In this study PP prediction and analyses, based on the effective stress models of numerous wildcats in the shelf and deep water in the Gulf of Mexico, reveal the significance of correctly defining the slope and extent of NCT.

Defining the NCT is an intricate process, which relies on several aspects. Stratigraphy and frequency of seals to reservoirs determine the slope and extent of NCT. In the outer-shelf paleo-environment a short extent and higher slope of NTC is usually associated with higher pore pressure gradient (PG). On the other hand, in the inner-shelf and deep water paleo-environments where NCT has a long extent and lower slopes a low PG is found. Moreover, structural setting has an immense impact on the slope and extent of the NTC slope. Structural high is usually associated with higher NCT slope (higher PG) and, conversely, structural low shows low NTC slope (lower PG).

The manual change of the slope on NCT leads to artificial alteration of the ratio of extrapolated normal petrophysical value to the actual observed petrophysical measurements, i.e. the value of ΔTn /ΔTo at a specific depth. Therefore, swaying the NCT slope for the purpose of calibrating and fine tuning the predicted pressure compromises the effective stress – pore pressure transformation process. Breaking the NCT to several segments for the same purpose is a compromising adjustment process.

Moreover, because the structural setting of a lead or a prospect has a direct impact on the NCT’s slope, and therefore assuming a common NCTC for the whole explored area is another pore pressure interpretation mishandling. Noteworthy, petrophysical data acquisition; processing and quality affect the outcome results and calculations.

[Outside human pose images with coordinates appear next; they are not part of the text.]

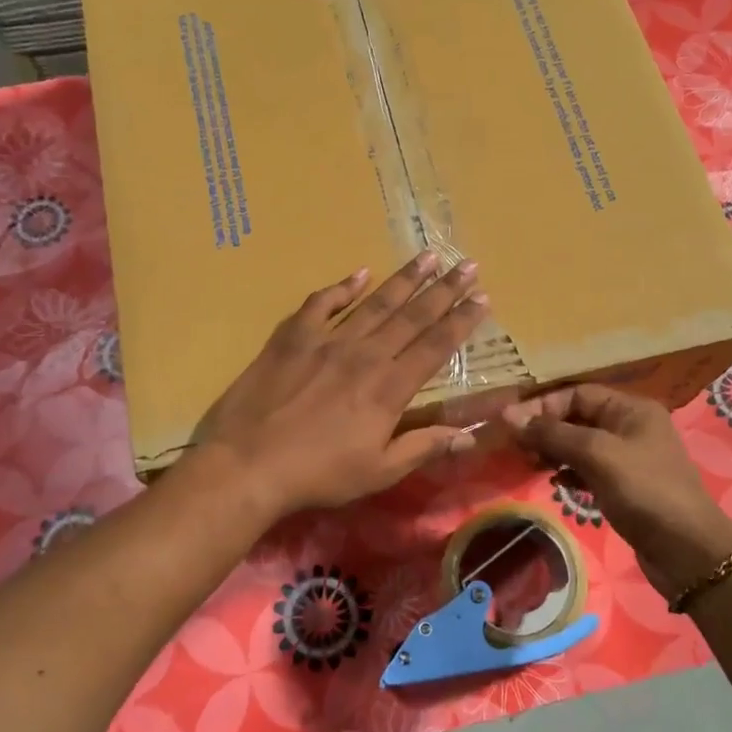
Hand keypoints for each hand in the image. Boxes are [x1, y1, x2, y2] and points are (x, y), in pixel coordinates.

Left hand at [189, 253, 488, 520]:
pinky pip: (321, 304)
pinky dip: (342, 288)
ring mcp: (327, 341)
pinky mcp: (292, 338)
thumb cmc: (318, 474)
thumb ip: (424, 447)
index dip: (461, 321)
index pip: (435, 346)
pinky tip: (359, 274)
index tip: (483, 297)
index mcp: (389, 388)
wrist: (248, 463)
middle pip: (412, 316)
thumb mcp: (378, 472)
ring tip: (427, 257)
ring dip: (403, 279)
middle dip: (443, 289)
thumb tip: (470, 434)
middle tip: (467, 264)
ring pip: (374, 302)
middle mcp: (365, 355)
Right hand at [501, 384, 731, 601]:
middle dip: (546, 430)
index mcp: (632, 409)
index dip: (544, 406)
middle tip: (517, 447)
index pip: (577, 394)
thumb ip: (552, 434)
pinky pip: (588, 470)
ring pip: (580, 445)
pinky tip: (554, 482)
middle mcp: (631, 427)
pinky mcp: (624, 487)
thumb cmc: (645, 491)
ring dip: (554, 451)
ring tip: (530, 464)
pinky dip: (569, 472)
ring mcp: (628, 459)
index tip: (513, 425)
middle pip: (578, 418)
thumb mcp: (597, 455)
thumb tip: (508, 416)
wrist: (688, 552)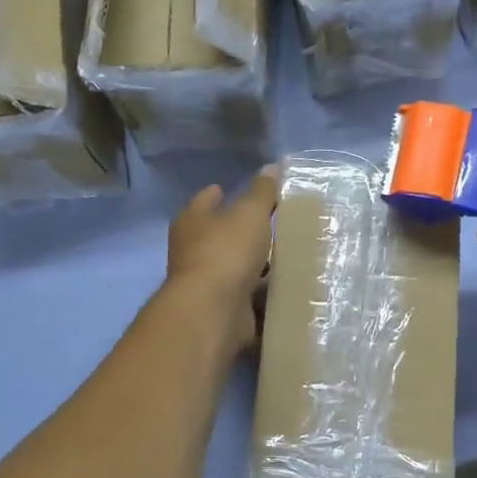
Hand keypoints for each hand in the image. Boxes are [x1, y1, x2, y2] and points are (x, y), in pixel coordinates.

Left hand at [165, 165, 279, 348]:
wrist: (212, 311)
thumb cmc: (226, 252)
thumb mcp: (250, 214)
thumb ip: (262, 192)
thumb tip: (271, 167)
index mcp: (192, 221)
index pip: (205, 200)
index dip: (218, 193)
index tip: (233, 190)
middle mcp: (192, 251)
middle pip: (218, 234)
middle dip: (240, 230)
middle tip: (270, 223)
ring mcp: (206, 282)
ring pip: (234, 266)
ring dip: (254, 263)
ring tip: (284, 254)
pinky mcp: (221, 308)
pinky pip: (246, 294)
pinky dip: (261, 291)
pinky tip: (283, 285)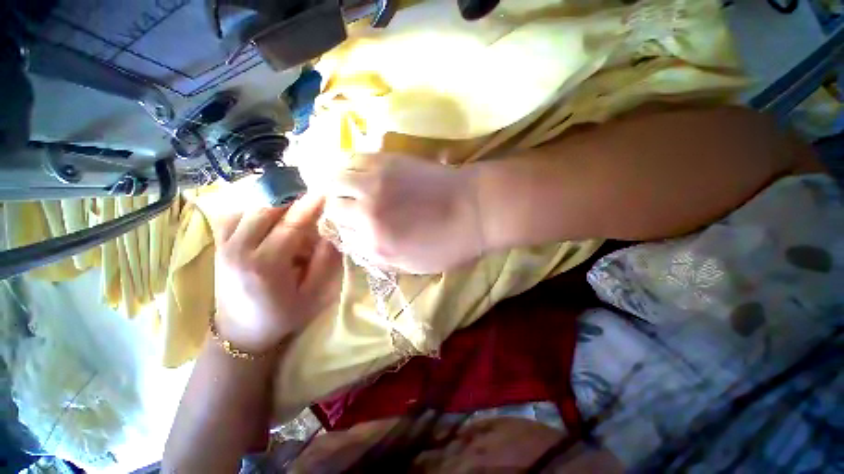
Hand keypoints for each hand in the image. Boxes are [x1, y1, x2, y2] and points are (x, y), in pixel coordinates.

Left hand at [212, 194, 341, 352]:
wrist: (239, 333)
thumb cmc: (281, 316)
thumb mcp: (311, 294)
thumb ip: (324, 262)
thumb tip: (333, 234)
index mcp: (266, 265)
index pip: (291, 225)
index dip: (310, 205)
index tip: (324, 190)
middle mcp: (239, 250)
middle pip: (266, 209)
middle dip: (292, 196)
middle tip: (311, 193)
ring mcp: (224, 245)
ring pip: (248, 207)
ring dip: (274, 200)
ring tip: (294, 202)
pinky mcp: (219, 245)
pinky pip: (234, 213)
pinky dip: (253, 207)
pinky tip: (268, 212)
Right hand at [324, 154, 485, 273]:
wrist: (474, 208)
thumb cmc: (449, 243)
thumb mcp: (414, 266)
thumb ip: (380, 259)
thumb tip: (359, 245)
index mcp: (376, 243)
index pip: (342, 236)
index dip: (348, 231)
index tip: (355, 228)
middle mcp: (367, 212)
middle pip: (333, 207)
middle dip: (339, 210)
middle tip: (352, 209)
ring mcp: (375, 183)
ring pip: (335, 180)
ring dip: (339, 186)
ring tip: (351, 189)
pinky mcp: (387, 161)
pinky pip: (353, 159)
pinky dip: (350, 167)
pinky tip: (361, 173)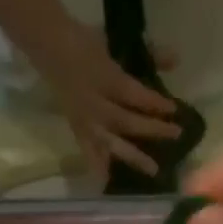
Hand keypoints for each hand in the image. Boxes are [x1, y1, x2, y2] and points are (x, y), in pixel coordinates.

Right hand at [31, 20, 181, 184]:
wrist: (47, 45)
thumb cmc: (83, 41)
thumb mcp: (114, 41)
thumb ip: (146, 52)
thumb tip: (176, 60)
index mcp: (103, 77)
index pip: (132, 93)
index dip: (153, 102)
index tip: (174, 109)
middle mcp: (94, 103)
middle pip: (124, 121)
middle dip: (151, 129)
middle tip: (175, 135)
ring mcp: (84, 118)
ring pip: (111, 141)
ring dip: (133, 156)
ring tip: (152, 171)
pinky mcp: (77, 128)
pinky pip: (89, 151)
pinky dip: (98, 166)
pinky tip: (108, 182)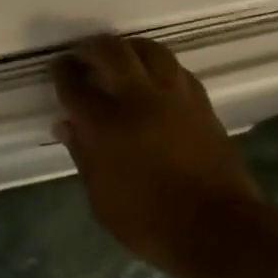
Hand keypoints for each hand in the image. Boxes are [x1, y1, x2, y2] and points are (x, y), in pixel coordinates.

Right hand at [51, 34, 262, 277]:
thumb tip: (67, 125)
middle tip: (83, 56)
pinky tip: (153, 78)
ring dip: (128, 48)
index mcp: (104, 126)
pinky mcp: (201, 103)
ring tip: (119, 58)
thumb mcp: (101, 198)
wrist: (218, 229)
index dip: (62, 72)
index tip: (58, 69)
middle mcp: (138, 101)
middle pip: (111, 52)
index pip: (74, 85)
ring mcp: (174, 98)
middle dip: (91, 48)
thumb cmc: (149, 221)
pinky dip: (158, 66)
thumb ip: (82, 155)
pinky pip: (176, 69)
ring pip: (149, 50)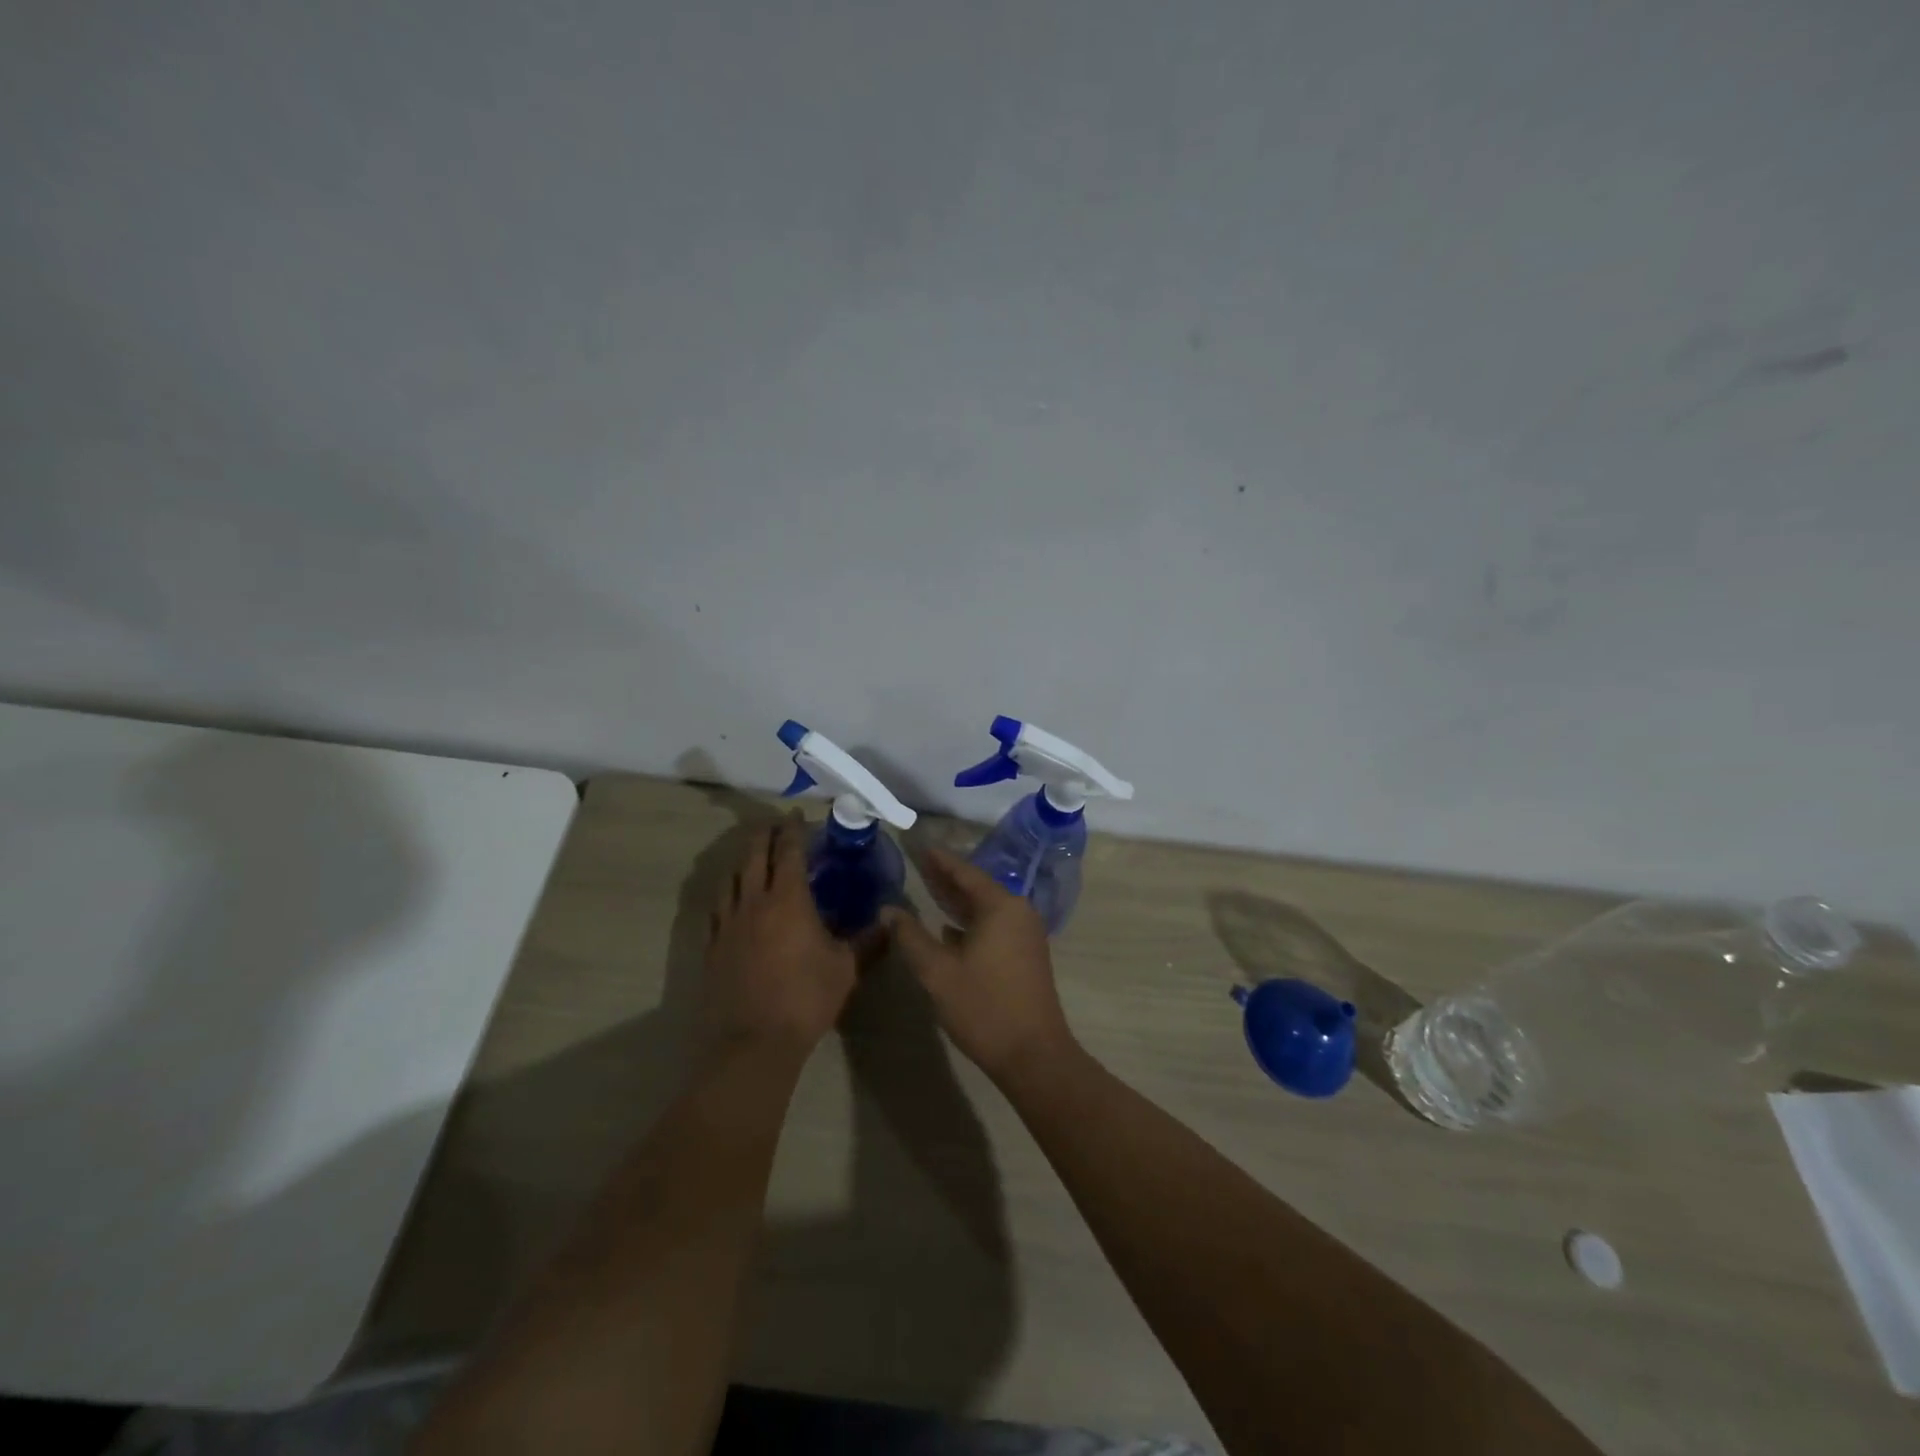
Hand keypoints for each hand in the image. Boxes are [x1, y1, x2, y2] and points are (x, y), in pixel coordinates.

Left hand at [700, 814, 855, 1065]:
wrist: (754, 1042)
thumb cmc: (806, 998)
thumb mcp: (846, 968)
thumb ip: (868, 940)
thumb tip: (889, 921)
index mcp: (788, 900)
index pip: (789, 852)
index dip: (793, 830)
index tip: (796, 815)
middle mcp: (754, 902)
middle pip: (754, 856)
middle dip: (765, 836)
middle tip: (774, 825)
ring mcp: (728, 924)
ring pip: (731, 879)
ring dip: (743, 861)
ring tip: (752, 857)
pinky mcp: (712, 947)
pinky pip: (717, 909)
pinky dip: (726, 894)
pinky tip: (732, 900)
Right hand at [880, 846, 1074, 1084]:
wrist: (1033, 1054)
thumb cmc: (984, 1007)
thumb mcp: (937, 972)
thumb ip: (910, 937)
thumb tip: (888, 909)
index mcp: (1000, 906)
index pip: (965, 872)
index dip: (940, 860)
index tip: (919, 846)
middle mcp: (1017, 912)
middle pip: (976, 887)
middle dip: (947, 878)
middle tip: (918, 863)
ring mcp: (1025, 934)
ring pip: (985, 908)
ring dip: (957, 901)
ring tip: (928, 890)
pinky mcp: (1025, 954)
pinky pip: (993, 925)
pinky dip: (969, 922)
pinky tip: (948, 928)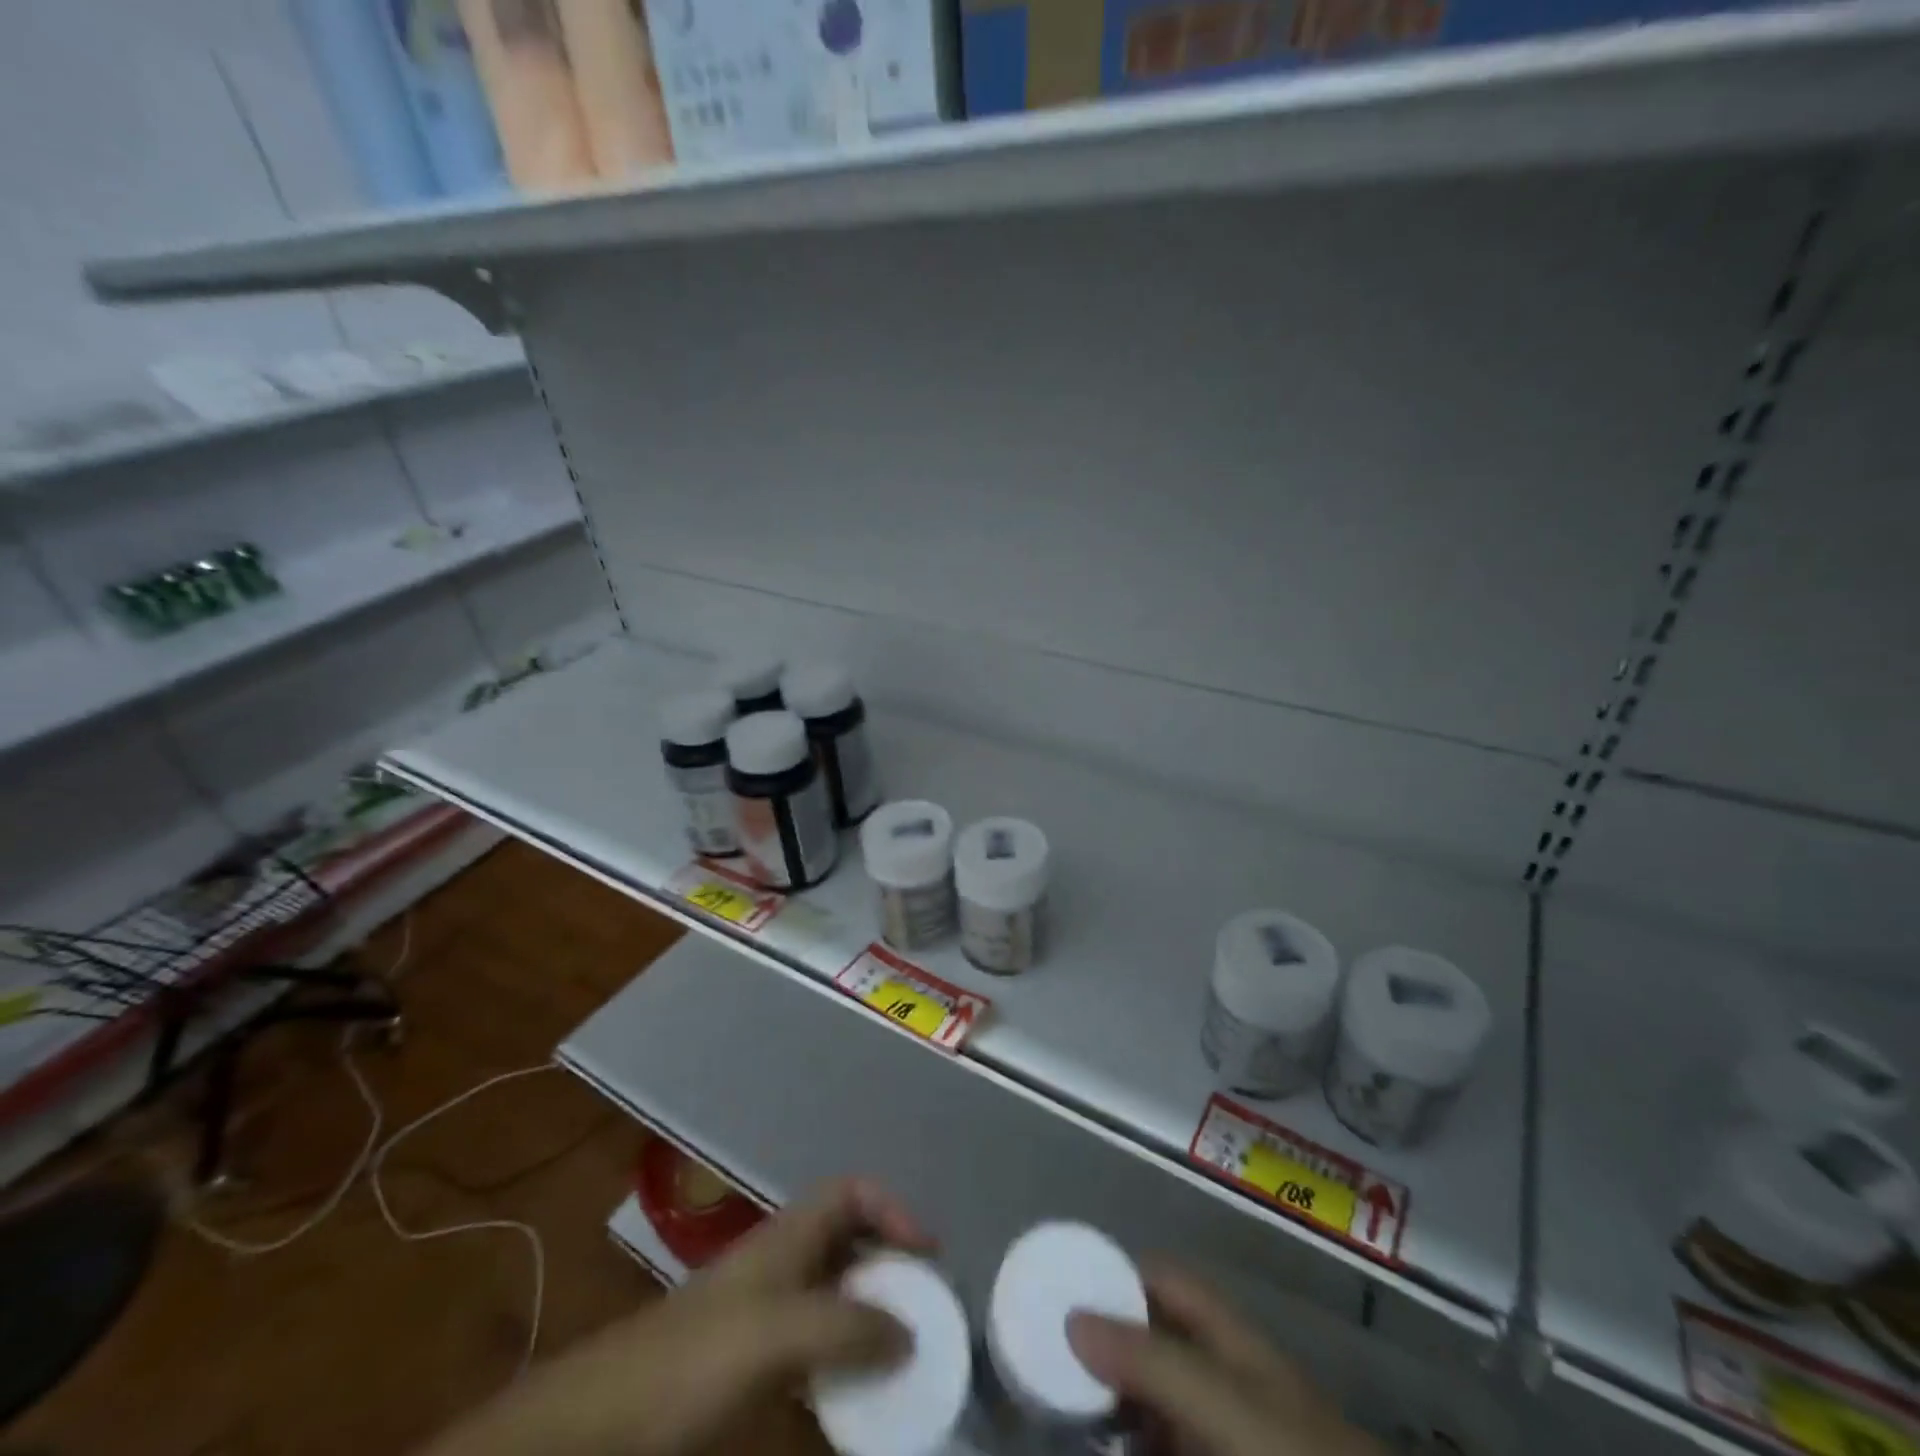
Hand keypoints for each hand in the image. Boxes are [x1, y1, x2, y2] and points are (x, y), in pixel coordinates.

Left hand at [420, 1179, 929, 1455]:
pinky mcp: (749, 1368)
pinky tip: (859, 1397)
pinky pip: (814, 1349)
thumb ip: (845, 1328)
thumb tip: (910, 1332)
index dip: (892, 1208)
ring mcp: (763, 1316)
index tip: (928, 1253)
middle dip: (889, 1262)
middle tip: (928, 1306)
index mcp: (786, 1238)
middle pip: (847, 1240)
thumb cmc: (691, 1362)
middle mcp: (780, 1265)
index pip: (849, 1194)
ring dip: (870, 1315)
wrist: (599, 1430)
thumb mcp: (775, 1335)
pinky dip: (843, 1362)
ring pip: (833, 1295)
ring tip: (907, 1353)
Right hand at [1069, 1268, 1381, 1455]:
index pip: (1161, 1279)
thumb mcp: (1227, 1405)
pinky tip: (1100, 1447)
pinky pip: (1159, 1445)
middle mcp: (1221, 1375)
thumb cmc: (1295, 1453)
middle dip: (1100, 1343)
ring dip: (1109, 1400)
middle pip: (1149, 1339)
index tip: (1058, 1287)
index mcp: (1225, 1336)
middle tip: (1043, 1354)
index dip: (1113, 1274)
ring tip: (1058, 1408)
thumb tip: (1072, 1318)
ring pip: (1152, 1399)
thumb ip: (1153, 1362)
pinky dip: (1132, 1442)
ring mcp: (1220, 1431)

Recommendations concluded from this study treat the NCT slope and extent as a constant predetermined geological component in the process of PP prediction – effective stress transformation models.

Background

Generic subsurface pore pressure profile is usually divided into three segments:

  1. The shallow, upper, unconfined section is usually subject to free flow surface water. In an offshore setting, sea level fluctuation, brackish water encroachment, and sediment influx have a direct impact on the hydrostatic behavior of the normally pressured system (Fig. 1). This shallow unconsolidated sediment extends between the mud-line (sea floor) down to the depth where the compaction disequilibrium dewatering (CDD) process commences. Surface casing (drive pipes) is usually hammer-driven through this unconsolidated section.
  2. The middle hydrodynamic section, where upward dewatering process takes place between CDD down to a depth where stress and stratigraphy prevent fluid from breaching the top seal. The upward fluid flow in this section is a result of the gradual pressure gradient drop from the deep to the shallow layers. The depth where dewatering is seized is referred to as fluid retention depth (FRD) or top of geopressure (TOG). This Transition Zone (TZ) represents the phase where compaction disequilibrium is active between the lower confined geopressure and the unconfined upper sections. Drilling water flow hazards are common in this zone among young deep-water sediments. These hazards are usually initiated by the vertical flow generated by the pressure differential and permeability contrast in this zone.
  3. The lower confined section is geopressured and the pore pressure gradient exceeds the hydrostatic. Although sand beds (reservoirs) show a hydrostatic pressure gradient, pressure gradient in shale (seals) is higher and tends to be analogous to the principal stress (PS) pressure gradient. Drilling in the geopressured section requires several casing points contingent on the subsurface drilling tolerance window (Shaker, 2002).
Fig. 01
Figure 1. The three generic subsurface zones illustrated as unconfined, hydrodynamic, and confined geopressured. Hydrostatic, pore pressure, and principal stress are shown as H, PP, and PS, consecutively.

In the TZ, formation water is expelled gradually from sediments due to pressure gradient drop from deeper to shallower depth and consequently velocity, density and resistivity increase downward concurrent with the rate of dewatering process. The Normal Compaction Trend (NCT) represents the optimum fitted linear trend of these measured data in the low permeable beds. On the other hand, in the geopressured system (below TOG) where water is no longer capable of escaping, velocity, density, and resistivity measurements retreat in the seals.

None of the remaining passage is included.